For the most part, men know that society sizes them up rather two-dimensionally by how much they do or don't make. Most (if not all) men grow up with the lurking suspicion that the job description of "manly man" still includes the task of being the classic "provider." "How do men rank their self-esteem?" Goldbart asks. "By their productivity in the world and whether or not they are successful. Most men would still define success in terms of their work and their finances first and their families second." Goldbart feels that the way men view their purpose and judge their value remains unchanged by the fact that women now contribute to family income. "There was a women's -- not a men's -- revolution," he concludes.
Although this bottom-line assessment of a desirably successful man is broadening in tiny increments to include the unquantifiable (and uncompensated) nurturing skills of fatherhood, men still understand that their very worth is measured by their financial prowess. They think -- and not unjustly -- that women evaluate them by how much wealth they can create and how much money they can provide. This is something women don't like to admit they do, but Pamela York Klainer, a financial consultant and the author of How Much Is Enough? has seen it for years in her clients. "Many men tend to want to exaggerate their differences through money. Someone has to be 'top dog,' 'alpha man.' It's clear that men use money as a differentiator. They will show their power by buying expensive gifts for those around them to show that they have 'made it.' It's a form of power. Whereas women will use money to form bonds and friendships."
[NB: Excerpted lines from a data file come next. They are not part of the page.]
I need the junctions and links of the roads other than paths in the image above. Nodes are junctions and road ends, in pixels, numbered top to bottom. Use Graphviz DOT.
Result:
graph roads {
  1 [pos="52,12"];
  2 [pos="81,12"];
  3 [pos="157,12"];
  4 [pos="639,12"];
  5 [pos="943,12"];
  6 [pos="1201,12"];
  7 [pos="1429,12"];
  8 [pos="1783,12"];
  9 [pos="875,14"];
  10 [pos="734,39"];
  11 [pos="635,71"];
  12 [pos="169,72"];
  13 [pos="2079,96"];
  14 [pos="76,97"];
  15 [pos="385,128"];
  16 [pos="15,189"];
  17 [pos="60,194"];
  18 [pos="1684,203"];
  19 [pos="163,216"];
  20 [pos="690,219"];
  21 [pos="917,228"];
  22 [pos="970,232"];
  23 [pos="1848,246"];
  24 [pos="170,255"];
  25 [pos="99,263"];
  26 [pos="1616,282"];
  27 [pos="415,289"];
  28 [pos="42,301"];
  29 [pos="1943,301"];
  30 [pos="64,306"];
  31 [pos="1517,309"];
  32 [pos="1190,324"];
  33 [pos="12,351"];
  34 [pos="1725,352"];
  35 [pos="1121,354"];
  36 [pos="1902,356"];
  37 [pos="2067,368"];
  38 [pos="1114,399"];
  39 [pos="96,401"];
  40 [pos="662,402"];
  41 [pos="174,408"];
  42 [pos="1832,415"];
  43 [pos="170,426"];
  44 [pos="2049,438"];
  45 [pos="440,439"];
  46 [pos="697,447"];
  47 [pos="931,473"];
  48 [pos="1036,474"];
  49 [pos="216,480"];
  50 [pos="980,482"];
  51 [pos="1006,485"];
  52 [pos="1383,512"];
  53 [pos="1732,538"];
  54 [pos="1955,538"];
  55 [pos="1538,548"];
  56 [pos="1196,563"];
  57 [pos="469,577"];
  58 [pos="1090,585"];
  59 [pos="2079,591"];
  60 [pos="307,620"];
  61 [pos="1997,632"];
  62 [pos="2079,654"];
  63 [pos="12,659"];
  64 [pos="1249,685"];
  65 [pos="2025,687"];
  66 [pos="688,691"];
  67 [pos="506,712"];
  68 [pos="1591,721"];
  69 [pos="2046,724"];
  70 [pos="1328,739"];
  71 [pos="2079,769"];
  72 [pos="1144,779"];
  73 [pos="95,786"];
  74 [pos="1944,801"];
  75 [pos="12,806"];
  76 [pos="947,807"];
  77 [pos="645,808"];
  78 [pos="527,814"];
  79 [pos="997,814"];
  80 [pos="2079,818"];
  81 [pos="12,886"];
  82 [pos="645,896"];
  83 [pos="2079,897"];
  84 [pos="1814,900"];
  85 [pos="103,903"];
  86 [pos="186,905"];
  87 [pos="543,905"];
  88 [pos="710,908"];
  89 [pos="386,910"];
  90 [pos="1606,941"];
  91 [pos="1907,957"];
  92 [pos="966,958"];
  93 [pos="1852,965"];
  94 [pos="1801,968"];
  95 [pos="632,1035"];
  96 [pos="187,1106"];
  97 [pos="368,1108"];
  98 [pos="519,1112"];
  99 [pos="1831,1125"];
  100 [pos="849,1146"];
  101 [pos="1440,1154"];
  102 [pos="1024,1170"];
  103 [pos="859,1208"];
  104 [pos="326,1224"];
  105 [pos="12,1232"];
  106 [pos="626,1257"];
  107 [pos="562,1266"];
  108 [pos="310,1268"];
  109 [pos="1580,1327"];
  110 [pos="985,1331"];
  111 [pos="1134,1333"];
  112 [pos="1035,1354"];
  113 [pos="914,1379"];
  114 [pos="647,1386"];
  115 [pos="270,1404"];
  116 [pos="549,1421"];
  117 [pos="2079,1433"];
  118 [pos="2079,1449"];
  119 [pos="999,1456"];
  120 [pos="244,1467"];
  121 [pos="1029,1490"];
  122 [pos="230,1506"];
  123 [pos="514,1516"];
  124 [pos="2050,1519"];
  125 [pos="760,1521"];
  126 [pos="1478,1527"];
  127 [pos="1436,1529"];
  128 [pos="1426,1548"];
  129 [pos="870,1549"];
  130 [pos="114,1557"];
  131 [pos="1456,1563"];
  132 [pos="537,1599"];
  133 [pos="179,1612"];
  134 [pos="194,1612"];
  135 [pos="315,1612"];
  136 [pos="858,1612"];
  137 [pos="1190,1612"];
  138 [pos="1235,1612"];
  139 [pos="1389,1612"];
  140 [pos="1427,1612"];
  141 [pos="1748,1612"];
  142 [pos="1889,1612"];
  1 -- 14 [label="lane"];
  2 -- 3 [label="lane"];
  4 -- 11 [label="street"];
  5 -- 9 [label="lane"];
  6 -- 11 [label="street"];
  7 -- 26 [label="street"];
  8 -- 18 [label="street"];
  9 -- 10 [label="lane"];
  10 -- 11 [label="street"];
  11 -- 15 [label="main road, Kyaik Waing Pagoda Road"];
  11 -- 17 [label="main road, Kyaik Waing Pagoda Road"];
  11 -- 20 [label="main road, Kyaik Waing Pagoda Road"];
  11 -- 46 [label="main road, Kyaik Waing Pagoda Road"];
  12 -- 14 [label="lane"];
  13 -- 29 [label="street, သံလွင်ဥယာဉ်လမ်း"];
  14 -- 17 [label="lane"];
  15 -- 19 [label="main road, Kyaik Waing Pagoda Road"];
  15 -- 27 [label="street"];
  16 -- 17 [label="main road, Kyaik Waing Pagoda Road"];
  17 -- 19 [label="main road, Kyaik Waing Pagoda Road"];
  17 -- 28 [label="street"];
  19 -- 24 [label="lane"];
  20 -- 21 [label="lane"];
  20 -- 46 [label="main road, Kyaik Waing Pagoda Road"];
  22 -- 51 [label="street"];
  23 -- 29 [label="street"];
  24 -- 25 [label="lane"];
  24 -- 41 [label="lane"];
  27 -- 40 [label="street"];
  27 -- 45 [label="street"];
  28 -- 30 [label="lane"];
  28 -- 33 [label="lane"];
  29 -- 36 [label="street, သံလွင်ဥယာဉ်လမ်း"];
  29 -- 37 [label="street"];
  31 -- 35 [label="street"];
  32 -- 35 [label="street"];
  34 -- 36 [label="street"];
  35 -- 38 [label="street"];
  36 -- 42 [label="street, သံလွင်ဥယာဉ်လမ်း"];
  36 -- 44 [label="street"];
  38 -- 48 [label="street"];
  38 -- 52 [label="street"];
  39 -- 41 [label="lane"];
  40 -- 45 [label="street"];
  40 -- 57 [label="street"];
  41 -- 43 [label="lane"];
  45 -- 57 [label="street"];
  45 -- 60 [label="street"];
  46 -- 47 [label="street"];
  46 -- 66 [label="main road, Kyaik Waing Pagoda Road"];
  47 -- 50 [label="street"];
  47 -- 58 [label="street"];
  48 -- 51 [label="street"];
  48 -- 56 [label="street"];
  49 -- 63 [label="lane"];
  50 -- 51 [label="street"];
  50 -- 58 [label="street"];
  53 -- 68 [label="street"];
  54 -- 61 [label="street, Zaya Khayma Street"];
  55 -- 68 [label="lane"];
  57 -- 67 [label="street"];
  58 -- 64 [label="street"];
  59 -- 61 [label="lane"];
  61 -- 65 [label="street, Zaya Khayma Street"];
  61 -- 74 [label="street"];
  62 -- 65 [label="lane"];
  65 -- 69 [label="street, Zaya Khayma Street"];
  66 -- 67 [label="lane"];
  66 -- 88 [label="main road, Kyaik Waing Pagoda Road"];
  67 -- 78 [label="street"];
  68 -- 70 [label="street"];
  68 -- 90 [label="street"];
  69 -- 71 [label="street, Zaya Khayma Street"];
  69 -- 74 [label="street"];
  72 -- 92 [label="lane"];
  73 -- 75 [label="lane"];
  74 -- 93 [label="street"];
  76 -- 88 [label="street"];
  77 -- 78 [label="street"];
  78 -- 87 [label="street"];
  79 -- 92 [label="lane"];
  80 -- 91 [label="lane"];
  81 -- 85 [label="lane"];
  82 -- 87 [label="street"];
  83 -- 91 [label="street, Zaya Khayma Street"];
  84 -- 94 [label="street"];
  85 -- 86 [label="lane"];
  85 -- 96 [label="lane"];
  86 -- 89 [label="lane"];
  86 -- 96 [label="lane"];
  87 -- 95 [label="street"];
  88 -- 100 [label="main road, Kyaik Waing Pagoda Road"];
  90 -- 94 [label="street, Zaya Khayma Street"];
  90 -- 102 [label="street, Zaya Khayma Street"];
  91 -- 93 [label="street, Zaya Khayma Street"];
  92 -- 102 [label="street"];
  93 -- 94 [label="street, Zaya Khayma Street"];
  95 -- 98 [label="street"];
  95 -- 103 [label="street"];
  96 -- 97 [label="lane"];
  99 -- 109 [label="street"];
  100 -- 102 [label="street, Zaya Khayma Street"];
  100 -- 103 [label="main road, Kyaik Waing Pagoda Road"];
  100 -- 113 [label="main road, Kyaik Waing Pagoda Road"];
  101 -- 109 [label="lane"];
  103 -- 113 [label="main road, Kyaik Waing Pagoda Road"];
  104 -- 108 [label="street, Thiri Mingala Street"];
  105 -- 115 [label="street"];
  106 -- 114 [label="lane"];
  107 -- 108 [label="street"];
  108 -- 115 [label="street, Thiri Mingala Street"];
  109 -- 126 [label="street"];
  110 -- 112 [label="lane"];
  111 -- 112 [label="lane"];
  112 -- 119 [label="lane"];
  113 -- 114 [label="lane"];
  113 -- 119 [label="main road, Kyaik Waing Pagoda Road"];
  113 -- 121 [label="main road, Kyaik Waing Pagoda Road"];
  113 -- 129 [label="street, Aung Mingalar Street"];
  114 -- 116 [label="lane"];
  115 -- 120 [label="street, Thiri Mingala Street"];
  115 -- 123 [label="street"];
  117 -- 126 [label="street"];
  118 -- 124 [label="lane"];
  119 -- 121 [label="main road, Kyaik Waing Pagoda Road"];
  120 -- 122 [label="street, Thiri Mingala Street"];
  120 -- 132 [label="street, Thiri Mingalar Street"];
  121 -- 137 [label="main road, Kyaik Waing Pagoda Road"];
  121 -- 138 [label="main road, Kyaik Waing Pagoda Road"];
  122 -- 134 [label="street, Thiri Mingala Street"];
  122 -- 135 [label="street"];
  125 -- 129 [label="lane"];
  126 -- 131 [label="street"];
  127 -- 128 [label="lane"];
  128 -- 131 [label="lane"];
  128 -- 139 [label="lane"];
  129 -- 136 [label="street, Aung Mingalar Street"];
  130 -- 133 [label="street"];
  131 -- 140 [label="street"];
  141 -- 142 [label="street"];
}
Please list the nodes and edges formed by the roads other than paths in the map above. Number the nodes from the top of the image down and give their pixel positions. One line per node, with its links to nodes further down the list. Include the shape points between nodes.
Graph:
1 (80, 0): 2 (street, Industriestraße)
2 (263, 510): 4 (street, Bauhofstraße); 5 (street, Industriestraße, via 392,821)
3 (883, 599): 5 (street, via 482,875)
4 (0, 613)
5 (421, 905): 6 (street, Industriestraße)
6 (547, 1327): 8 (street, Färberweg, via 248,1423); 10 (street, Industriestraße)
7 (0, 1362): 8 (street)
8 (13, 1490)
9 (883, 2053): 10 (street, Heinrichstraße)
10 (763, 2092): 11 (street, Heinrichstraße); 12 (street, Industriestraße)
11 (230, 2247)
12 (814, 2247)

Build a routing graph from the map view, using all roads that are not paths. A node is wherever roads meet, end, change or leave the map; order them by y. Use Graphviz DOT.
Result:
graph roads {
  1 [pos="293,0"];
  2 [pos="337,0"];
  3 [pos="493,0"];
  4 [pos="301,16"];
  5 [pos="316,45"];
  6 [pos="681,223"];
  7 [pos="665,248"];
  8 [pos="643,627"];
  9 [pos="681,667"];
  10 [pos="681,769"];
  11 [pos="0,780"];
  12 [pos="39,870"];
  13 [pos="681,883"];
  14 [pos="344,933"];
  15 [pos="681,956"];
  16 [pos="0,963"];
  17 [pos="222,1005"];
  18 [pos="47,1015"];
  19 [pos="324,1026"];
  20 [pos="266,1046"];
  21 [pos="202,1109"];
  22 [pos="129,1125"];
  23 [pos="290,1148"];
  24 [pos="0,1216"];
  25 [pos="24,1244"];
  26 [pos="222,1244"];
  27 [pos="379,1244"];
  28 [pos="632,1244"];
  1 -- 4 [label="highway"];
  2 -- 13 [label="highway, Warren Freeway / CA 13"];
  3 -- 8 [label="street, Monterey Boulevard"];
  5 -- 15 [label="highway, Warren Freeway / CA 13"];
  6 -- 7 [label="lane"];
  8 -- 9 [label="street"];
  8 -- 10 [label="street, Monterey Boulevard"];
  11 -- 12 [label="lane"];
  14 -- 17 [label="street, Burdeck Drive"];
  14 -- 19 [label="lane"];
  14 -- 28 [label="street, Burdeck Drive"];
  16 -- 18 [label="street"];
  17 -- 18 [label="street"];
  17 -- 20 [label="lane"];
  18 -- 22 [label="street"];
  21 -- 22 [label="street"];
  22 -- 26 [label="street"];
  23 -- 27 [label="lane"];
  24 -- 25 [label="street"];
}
But it's different with women. We may keep a beady eye trained on the wardrobes and kitchen appliances of those around us, but part of keeping pace with our friends lies in the fact that we don't want money to separate us. Put six women together in a room with a range of incomes, and all will find a safe middle ground in order to minimize our differences. We intuitively know that nothing divides us faster than money.
Where men use money as shorthand to determine who has the power in a relationship, women will let it be a surrogate for love and attention. This frequently shows up in divorce settlements, where, as Stephen Goldbart has seen, a woman will want a certain amount of money because, psychologically, that money represents all the love the husband didn't give her. In this way money compensates for emotional disappointments.